### What is required
Whenever a line below holds the word "Long", count it; please give only the final number.

Available data Block Start

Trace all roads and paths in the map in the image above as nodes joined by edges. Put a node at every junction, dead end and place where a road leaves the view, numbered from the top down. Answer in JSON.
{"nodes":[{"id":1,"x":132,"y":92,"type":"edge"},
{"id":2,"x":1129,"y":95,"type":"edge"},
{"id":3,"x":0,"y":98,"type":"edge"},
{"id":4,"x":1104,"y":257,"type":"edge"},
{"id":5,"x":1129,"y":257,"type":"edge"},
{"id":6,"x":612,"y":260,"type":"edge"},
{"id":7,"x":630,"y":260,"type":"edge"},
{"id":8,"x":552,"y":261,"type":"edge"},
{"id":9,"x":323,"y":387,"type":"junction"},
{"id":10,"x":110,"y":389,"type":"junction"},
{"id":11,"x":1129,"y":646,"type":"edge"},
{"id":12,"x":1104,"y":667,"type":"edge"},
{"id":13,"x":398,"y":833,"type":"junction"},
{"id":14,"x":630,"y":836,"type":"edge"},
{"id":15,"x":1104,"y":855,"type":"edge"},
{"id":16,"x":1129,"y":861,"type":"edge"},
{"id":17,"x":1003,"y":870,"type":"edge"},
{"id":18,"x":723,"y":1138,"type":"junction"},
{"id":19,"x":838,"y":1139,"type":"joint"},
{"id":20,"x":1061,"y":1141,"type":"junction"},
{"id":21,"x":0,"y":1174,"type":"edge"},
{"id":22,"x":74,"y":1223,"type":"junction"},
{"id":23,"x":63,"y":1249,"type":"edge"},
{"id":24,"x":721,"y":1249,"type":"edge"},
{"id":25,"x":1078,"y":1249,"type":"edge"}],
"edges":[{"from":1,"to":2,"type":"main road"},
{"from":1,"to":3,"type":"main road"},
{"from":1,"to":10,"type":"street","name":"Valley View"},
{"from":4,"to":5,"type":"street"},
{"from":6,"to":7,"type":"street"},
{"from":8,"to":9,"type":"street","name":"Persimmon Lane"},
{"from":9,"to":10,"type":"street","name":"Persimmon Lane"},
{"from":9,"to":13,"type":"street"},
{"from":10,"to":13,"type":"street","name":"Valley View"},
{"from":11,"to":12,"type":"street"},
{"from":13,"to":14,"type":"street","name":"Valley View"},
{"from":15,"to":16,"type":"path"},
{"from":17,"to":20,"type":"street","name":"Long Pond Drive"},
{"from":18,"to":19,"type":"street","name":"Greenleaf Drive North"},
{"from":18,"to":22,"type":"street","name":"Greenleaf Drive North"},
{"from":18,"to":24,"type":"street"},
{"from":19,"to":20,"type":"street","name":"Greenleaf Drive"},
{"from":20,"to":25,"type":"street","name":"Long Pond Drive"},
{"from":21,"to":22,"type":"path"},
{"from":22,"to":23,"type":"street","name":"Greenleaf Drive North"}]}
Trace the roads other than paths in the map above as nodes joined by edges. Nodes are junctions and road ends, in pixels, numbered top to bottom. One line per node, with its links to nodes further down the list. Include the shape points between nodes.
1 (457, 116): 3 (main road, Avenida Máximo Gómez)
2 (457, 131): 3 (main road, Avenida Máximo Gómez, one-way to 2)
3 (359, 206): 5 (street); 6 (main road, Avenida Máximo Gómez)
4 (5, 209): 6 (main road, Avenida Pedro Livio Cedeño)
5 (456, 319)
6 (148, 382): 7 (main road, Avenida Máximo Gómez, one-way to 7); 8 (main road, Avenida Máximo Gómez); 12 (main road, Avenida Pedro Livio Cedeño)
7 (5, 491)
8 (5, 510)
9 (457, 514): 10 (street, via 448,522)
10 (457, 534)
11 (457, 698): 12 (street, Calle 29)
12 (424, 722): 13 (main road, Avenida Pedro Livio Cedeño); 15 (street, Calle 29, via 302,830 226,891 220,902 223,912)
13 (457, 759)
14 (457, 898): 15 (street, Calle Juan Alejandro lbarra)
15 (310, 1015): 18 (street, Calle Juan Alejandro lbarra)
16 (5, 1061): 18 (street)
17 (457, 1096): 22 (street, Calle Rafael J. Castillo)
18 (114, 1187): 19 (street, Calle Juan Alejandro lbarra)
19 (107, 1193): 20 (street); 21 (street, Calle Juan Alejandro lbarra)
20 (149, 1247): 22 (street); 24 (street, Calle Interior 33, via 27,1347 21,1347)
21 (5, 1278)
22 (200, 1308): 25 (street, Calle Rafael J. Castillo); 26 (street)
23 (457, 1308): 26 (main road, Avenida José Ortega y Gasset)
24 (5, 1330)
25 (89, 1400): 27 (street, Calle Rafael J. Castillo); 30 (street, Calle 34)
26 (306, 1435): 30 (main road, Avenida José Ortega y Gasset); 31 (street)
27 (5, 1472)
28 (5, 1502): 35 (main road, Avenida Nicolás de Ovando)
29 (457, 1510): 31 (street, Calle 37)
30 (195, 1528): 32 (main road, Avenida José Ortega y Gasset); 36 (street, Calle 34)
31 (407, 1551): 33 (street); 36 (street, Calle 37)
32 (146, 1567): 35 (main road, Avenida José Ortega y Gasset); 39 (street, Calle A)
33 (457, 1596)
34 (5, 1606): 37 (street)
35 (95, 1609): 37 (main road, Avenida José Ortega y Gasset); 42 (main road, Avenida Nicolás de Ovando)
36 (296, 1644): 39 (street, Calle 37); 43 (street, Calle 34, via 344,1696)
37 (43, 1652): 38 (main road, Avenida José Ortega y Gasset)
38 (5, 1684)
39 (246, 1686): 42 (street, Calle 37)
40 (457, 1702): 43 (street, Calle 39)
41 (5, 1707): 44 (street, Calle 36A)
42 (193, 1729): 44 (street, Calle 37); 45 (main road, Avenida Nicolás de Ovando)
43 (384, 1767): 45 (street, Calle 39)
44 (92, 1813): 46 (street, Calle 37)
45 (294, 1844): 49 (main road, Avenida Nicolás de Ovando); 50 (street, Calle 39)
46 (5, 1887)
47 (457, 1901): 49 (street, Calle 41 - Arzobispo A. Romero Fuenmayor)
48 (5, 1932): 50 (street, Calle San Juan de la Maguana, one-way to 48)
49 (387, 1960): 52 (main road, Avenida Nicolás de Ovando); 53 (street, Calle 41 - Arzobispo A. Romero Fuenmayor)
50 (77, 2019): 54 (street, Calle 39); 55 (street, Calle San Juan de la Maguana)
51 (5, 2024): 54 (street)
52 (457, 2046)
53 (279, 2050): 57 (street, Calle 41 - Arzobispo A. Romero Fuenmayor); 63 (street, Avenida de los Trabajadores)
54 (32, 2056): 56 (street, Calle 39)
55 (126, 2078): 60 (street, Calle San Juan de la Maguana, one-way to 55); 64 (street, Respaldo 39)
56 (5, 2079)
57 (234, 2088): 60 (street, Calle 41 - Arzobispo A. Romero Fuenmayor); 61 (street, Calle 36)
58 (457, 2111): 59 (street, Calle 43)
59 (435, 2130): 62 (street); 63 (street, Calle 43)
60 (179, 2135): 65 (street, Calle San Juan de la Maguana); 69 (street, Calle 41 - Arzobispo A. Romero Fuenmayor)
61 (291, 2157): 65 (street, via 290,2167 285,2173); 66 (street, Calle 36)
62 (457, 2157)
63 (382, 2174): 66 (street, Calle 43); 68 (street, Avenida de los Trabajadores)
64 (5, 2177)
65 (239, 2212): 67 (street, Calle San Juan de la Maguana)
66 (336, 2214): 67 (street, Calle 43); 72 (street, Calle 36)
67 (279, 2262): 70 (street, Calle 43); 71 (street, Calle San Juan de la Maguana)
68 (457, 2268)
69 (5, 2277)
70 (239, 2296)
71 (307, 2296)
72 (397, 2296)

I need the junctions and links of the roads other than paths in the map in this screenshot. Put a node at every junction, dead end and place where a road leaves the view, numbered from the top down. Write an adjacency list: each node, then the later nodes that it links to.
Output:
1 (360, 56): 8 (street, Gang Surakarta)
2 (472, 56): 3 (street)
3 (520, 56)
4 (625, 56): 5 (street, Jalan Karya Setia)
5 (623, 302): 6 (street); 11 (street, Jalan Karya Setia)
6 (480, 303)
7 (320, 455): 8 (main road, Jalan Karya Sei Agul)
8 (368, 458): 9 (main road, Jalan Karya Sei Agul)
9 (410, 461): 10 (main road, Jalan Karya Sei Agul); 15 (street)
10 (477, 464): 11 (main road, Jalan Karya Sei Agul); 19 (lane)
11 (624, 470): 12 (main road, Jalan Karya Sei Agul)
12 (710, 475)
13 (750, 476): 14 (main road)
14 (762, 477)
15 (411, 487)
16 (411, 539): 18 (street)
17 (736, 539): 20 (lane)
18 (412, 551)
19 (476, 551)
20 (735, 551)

Available data Block End

### Task output
2